I don't think it would be fully correct because there are other factors. Do people have good voices and so on? But on the whole, I, when I come to a church where people sing with enthusiasm and they sing of the wonderful things that God did, I know this is a good church, a church where the gospel is preached. And our songs should be a central part of our Christian life. It says in Ephesians 5:19, sing psalms and hymns and spiritual songs among yourselves, singing and making melody in your heart to the Lord.
And it's the Holy Spirit who prompts us to make this profession in song. It's the Holy Spirit who stirs us up, who fills us with this enthusiasm. Enthusiasm, of course, is a word meaning God in us, and it's Holy Spirit in us who brings out this feeling of adoration and just, yeah, wanting to worship God. And, therefore, we thank God that He's given us these wonderful hymns. We thank Him for our creeds and the confessions that help keep us on His path.

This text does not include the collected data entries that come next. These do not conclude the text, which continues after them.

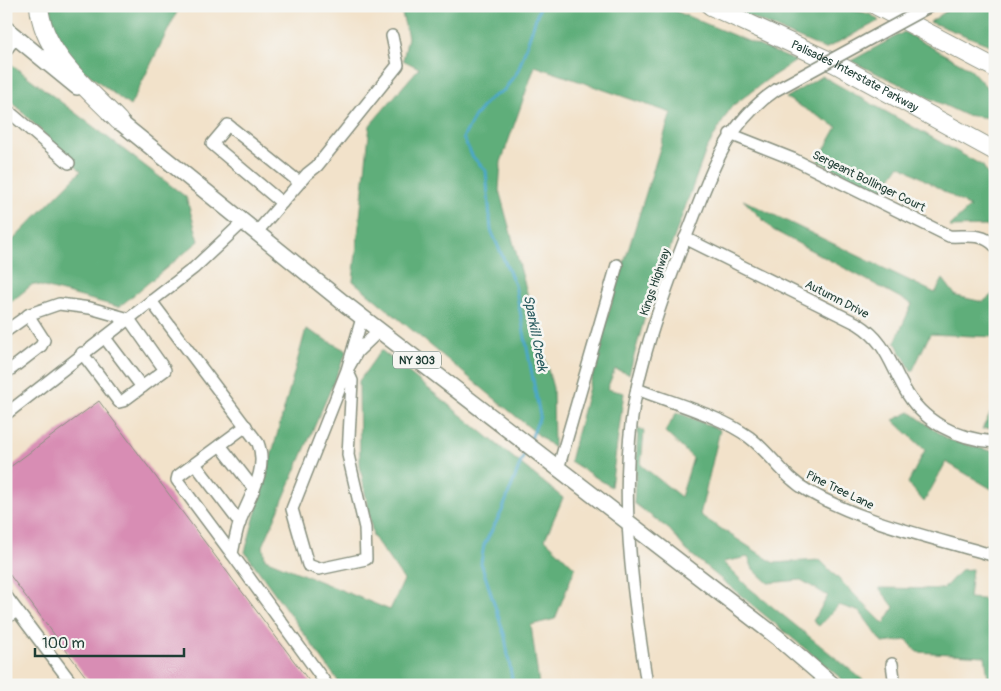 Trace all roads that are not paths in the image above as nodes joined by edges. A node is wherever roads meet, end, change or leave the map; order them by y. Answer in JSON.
{"nodes":[{"id":1,"x":39,"y":6,"type":"edge"},
{"id":2,"x":711,"y":6,"type":"edge"},
{"id":3,"x":877,"y":6,"type":"edge"},
{"id":4,"x":930,"y":6,"type":"edge"},
{"id":5,"x":11,"y":33,"type":"edge"},
{"id":6,"x":392,"y":36,"type":"dead end"},
{"id":7,"x":6,"y":50,"type":"edge"},
{"id":8,"x":995,"y":68,"type":"edge"},
{"id":9,"x":870,"y":82,"type":"junction"},
{"id":10,"x":6,"y":109,"type":"edge"},
{"id":11,"x":119,"y":122,"type":"junction"},
{"id":12,"x":730,"y":134,"type":"junction"},
{"id":13,"x":995,"y":141,"type":"edge"},
{"id":14,"x":995,"y":151,"type":"edge"},
{"id":15,"x":69,"y":163,"type":"dead end"},
{"id":16,"x":299,"y":182,"type":"junction"},
{"id":17,"x":282,"y":203,"type":"junction"},
{"id":18,"x":243,"y":222,"type":"junction"},
{"id":19,"x":256,"y":233,"type":"junction"},
{"id":20,"x":685,"y":238,"type":"junction"},
{"id":21,"x":995,"y":246,"type":"edge"},
{"id":22,"x":618,"y":265,"type":"dead end"},
{"id":23,"x":151,"y":302,"type":"junction"},
{"id":24,"x":28,"y":315,"type":"junction"},
{"id":25,"x":362,"y":318,"type":"junction"},
{"id":26,"x":129,"y":319,"type":"junction"},
{"id":27,"x":6,"y":331,"type":"edge"},
{"id":28,"x":379,"y":331,"type":"junction"},
{"id":29,"x":105,"y":338,"type":"junction"},
{"id":30,"x":82,"y":353,"type":"junction"},
{"id":31,"x":347,"y":370,"type":"junction"},
{"id":32,"x":6,"y":373,"type":"edge"},
{"id":33,"x":142,"y":387,"type":"junction"},
{"id":34,"x":637,"y":389,"type":"junction"},
{"id":35,"x":6,"y":414,"type":"edge"},
{"id":36,"x":246,"y":426,"type":"junction"},
{"id":37,"x":995,"y":442,"type":"edge"},
{"id":38,"x":220,"y":445,"type":"junction"},
{"id":39,"x":195,"y":464,"type":"junction"},
{"id":40,"x":558,"y":469,"type":"junction"},
{"id":41,"x":254,"y":489,"type":"junction"},
{"id":42,"x":628,"y":522,"type":"junction"},
{"id":43,"x":240,"y":523,"type":"junction"},
{"id":44,"x":232,"y":554,"type":"junction"},
{"id":45,"x":995,"y":556,"type":"edge"},
{"id":46,"x":6,"y":596,"type":"edge"},
{"id":47,"x":18,"y":611,"type":"junction"},
{"id":48,"x":6,"y":618,"type":"edge"},
{"id":49,"x":892,"y":664,"type":"dead end"},
{"id":50,"x":72,"y":685,"type":"edge"},
{"id":51,"x":327,"y":685,"type":"edge"},
{"id":52,"x":647,"y":685,"type":"edge"},
{"id":53,"x":833,"y":685,"type":"edge"},
{"id":54,"x":895,"y":685,"type":"edge"}],
"edges":[{"from":1,"to":11,"type":"highway"},
{"from":2,"to":9,"type":"highway","name":"Palisades Interstate Parkway"},
{"from":3,"to":8,"type":"highway"},
{"from":4,"to":12,"type":"street","name":"Kings Highway","bridge":true},
{"from":5,"to":7,"type":"street"},
{"from":5,"to":11,"type":"main road","number":"NY 303"},
{"from":6,"to":16,"type":"street"},
{"from":9,"to":13,"type":"street"},
{"from":9,"to":14,"type":"highway","name":"Palisades Interstate Parkway"},
{"from":10,"to":15,"type":"street"},
{"from":11,"to":18,"type":"main road","number":"NY 303"},
{"from":12,"to":20,"type":"street","name":"Kings Highway"},
{"from":12,"to":21,"type":"street","name":"Sergeant Bollinger Court"},
{"from":16,"to":17,"type":"street"},
{"from":16,"to":17,"type":"street"},
{"from":17,"to":19,"type":"street"},
{"from":18,"to":19,"type":"main road","number":"NY 303"},
{"from":18,"to":23,"type":"street"},
{"from":19,"to":25,"type":"main road","number":"NY 303"},
{"from":20,"to":34,"type":"street","name":"Kings Highway"},
{"from":20,"to":37,"type":"street","name":"Autumn Drive"},
{"from":22,"to":40,"type":"street"},
{"from":23,"to":26,"type":"street"},
{"from":23,"to":36,"type":"street"},
{"from":24,"to":26,"type":"street"},
{"from":24,"to":27,"type":"street"},
{"from":24,"to":32,"type":"street"},
{"from":25,"to":28,"type":"main road","number":"NY 303"},
{"from":25,"to":31,"type":"street"},
{"from":26,"to":29,"type":"street"},
{"from":26,"to":33,"type":"street"},
{"from":28,"to":31,"type":"street"},
{"from":28,"to":40,"type":"main road","number":"NY 303"},
{"from":29,"to":30,"type":"street"},
{"from":29,"to":33,"type":"street"},
{"from":30,"to":33,"type":"street"},
{"from":30,"to":35,"type":"street"},
{"from":31,"to":31,"type":"street"},
{"from":34,"to":42,"type":"street","name":"Kings Highway"},
{"from":34,"to":45,"type":"street","name":"Pine Tree Lane"},
{"from":36,"to":38,"type":"street"},
{"from":36,"to":41,"type":"street"},
{"from":38,"to":39,"type":"street"},
{"from":38,"to":41,"type":"street"},
{"from":39,"to":43,"type":"street"},
{"from":39,"to":44,"type":"street"},
{"from":40,"to":42,"type":"main road","number":"NY 303"},
{"from":41,"to":43,"type":"street"},
{"from":42,"to":52,"type":"street","name":"Kings Highway"},
{"from":42,"to":53,"type":"main road","number":"NY 303"},
{"from":43,"to":44,"type":"street"},
{"from":44,"to":51,"type":"street"},
{"from":46,"to":47,"type":"street"},
{"from":47,"to":48,"type":"street"},
{"from":47,"to":50,"type":"street"},
{"from":49,"to":54,"type":"street"}]} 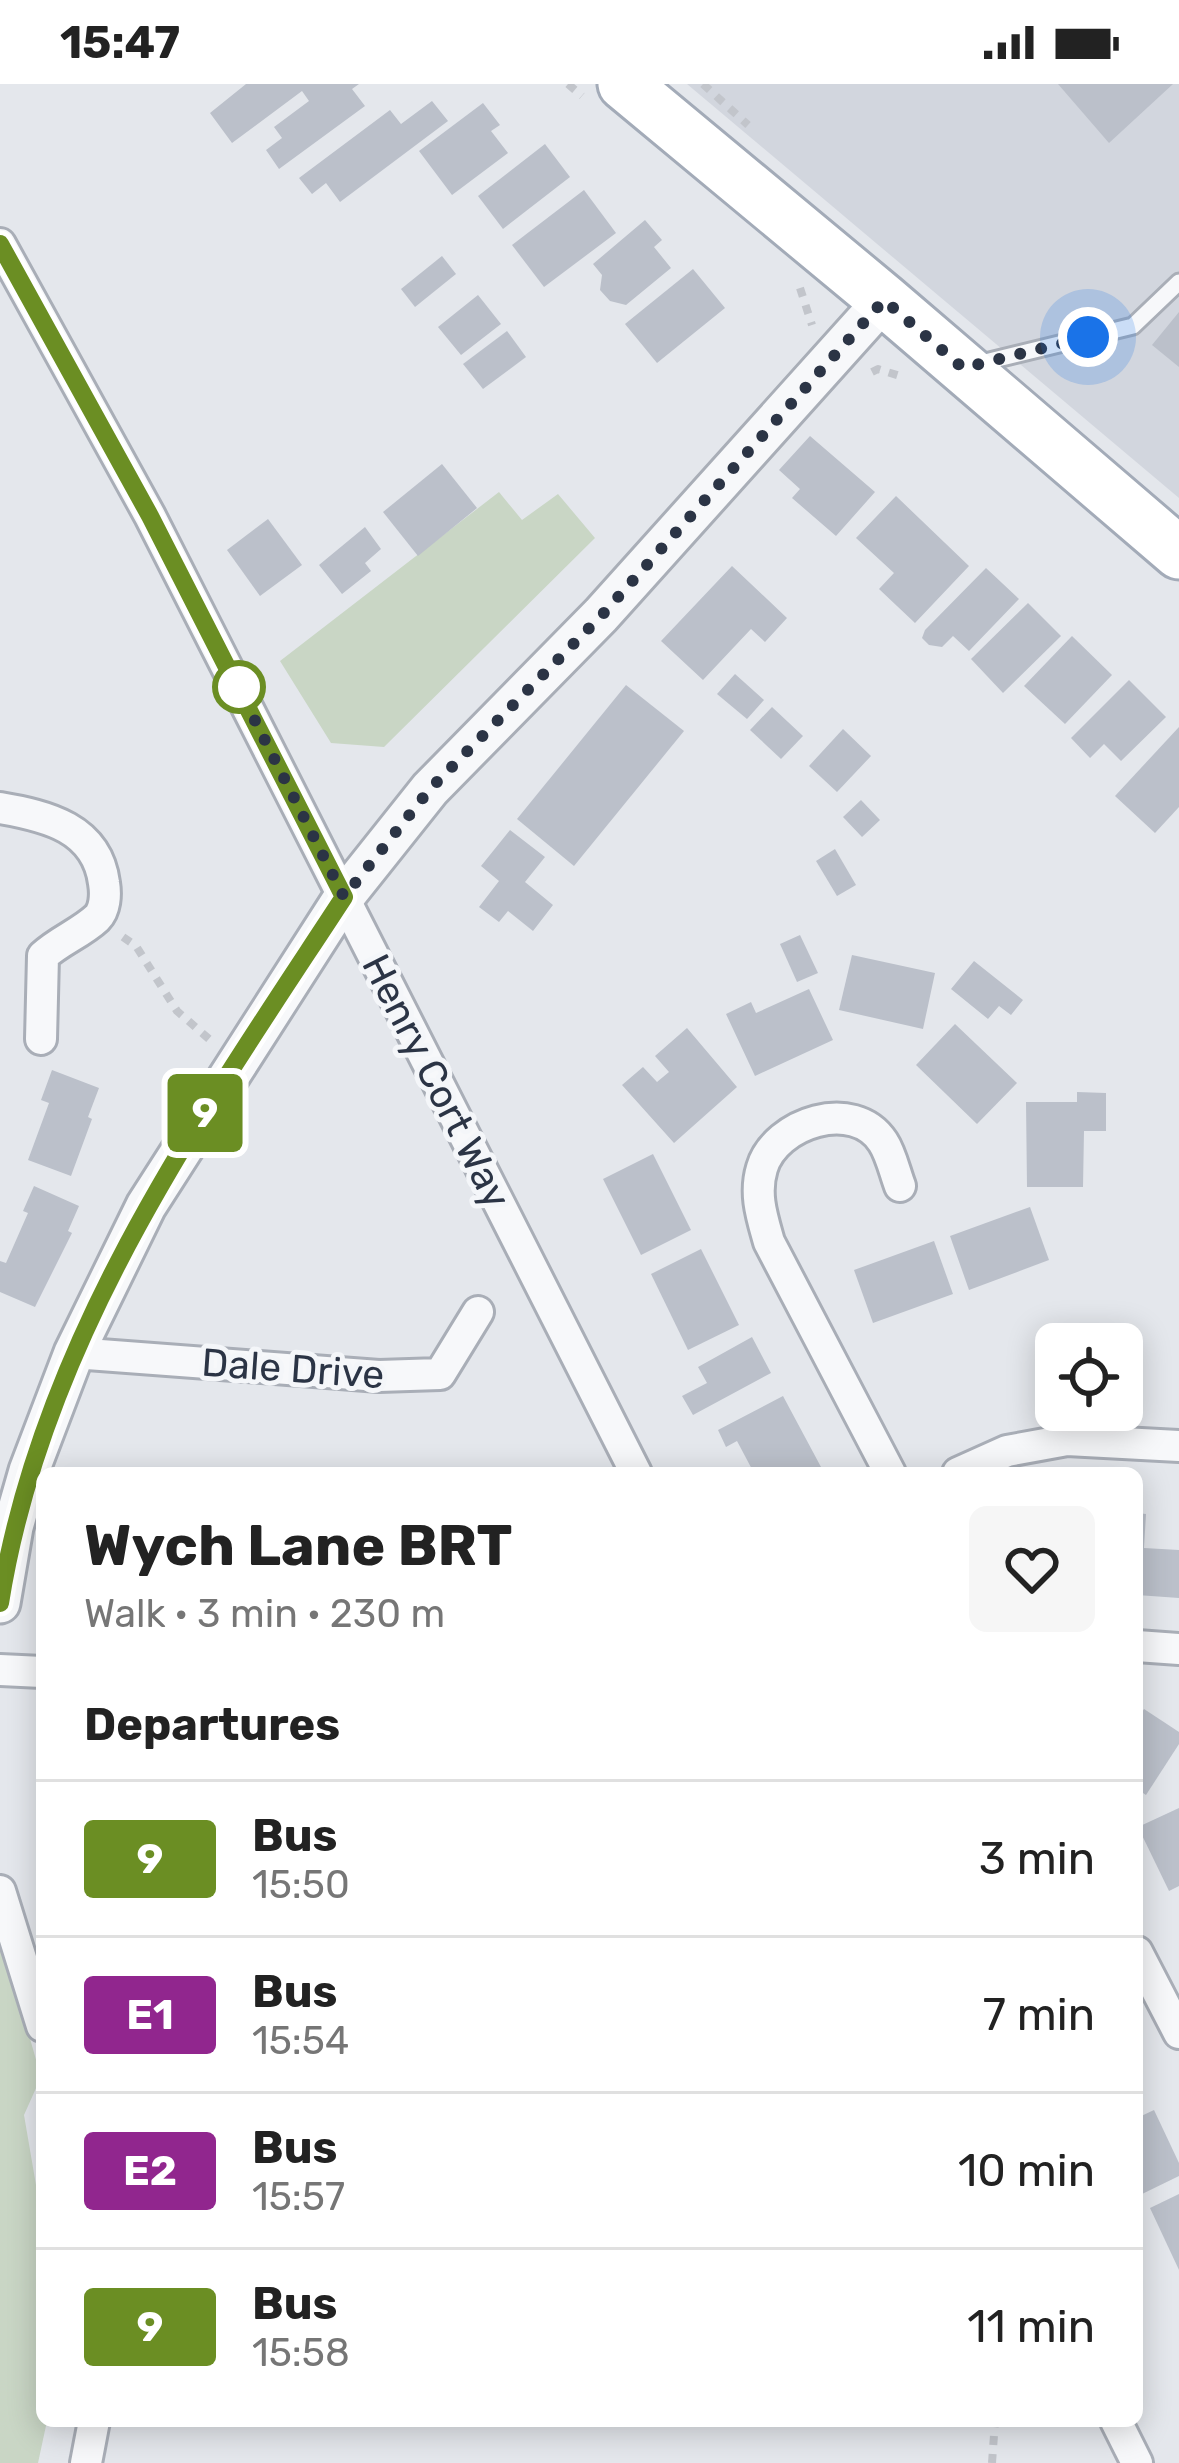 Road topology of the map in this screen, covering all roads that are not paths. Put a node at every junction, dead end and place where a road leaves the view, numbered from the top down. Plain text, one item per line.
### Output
1 (624, 84) edge
2 (0, 244) edge
3 (1179, 282) edge
4 (884, 300) junction
5 (963, 368) junction
6 (1179, 554) edge
7 (0, 808) edge
8 (344, 897) junction
9 (41, 1039) dead end
10 (900, 1186) dead end
11 (478, 1312) dead end
12 (74, 1353) junction
13 (1179, 1446) edge
14 (633, 1467) edge
15 (887, 1467) edge
16 (971, 1467) edge
17 (0, 1603) edge
18 (1143, 1646) edge
19 (1179, 1649) edge
20 (0, 1670) edge
21 (36, 1672) edge
22 (0, 1891) edge
23 (1143, 1964) edge
24 (36, 2007) edge
25 (1179, 2033) edge
26 (93, 2427) edge
27 (1119, 2427) edge
28 (86, 2463) edge
29 (1137, 2463) edge

1 - 4 main road
2 - 8 street, Henry Cort Way
3 - 5 lane
4 - 5 main road
4 - 8 street
5 - 6 main road
7 - 9 street
8 - 12 street
8 - 14 street, Henry Cort Way
10 - 15 street
11 - 12 street, Dale Drive
12 - 17 street
13 - 16 street
18 - 19 street
20 - 21 street
22 - 24 street
23 - 25 street
26 - 28 street
27 - 29 street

And with the Spirit's help, let us guard them against the attacks of the evil one. Let's guard these doctrines and uphold them because these creeds and confessions keep us centred on Jesus Christ. And that's what it's all about, isn't it? Because Christ is our saviour and our only comfort in life and death as we know from our creeds. Thank you.
Let's pray. Our Lord and Father, we thank you for the confessions that we have in this church, for the way they've led us and helped us to understand your wonderful work of salvation. Father, we pray that we may continue to uphold the truth that we find there as distilled from your Word. We thank you, Lord, that we have people to help us. We thank you for the work being done by scholars and ministers.
But, Father, we do pray that they may not go astray and follow the route of liberalism and by watering down what is so important. Father, we pray that our confessions will continue to stand us in good stead. And, Lord, above all, we thank you for the confession that Jesus Christ is Lord because it's in His name we pray. Amen.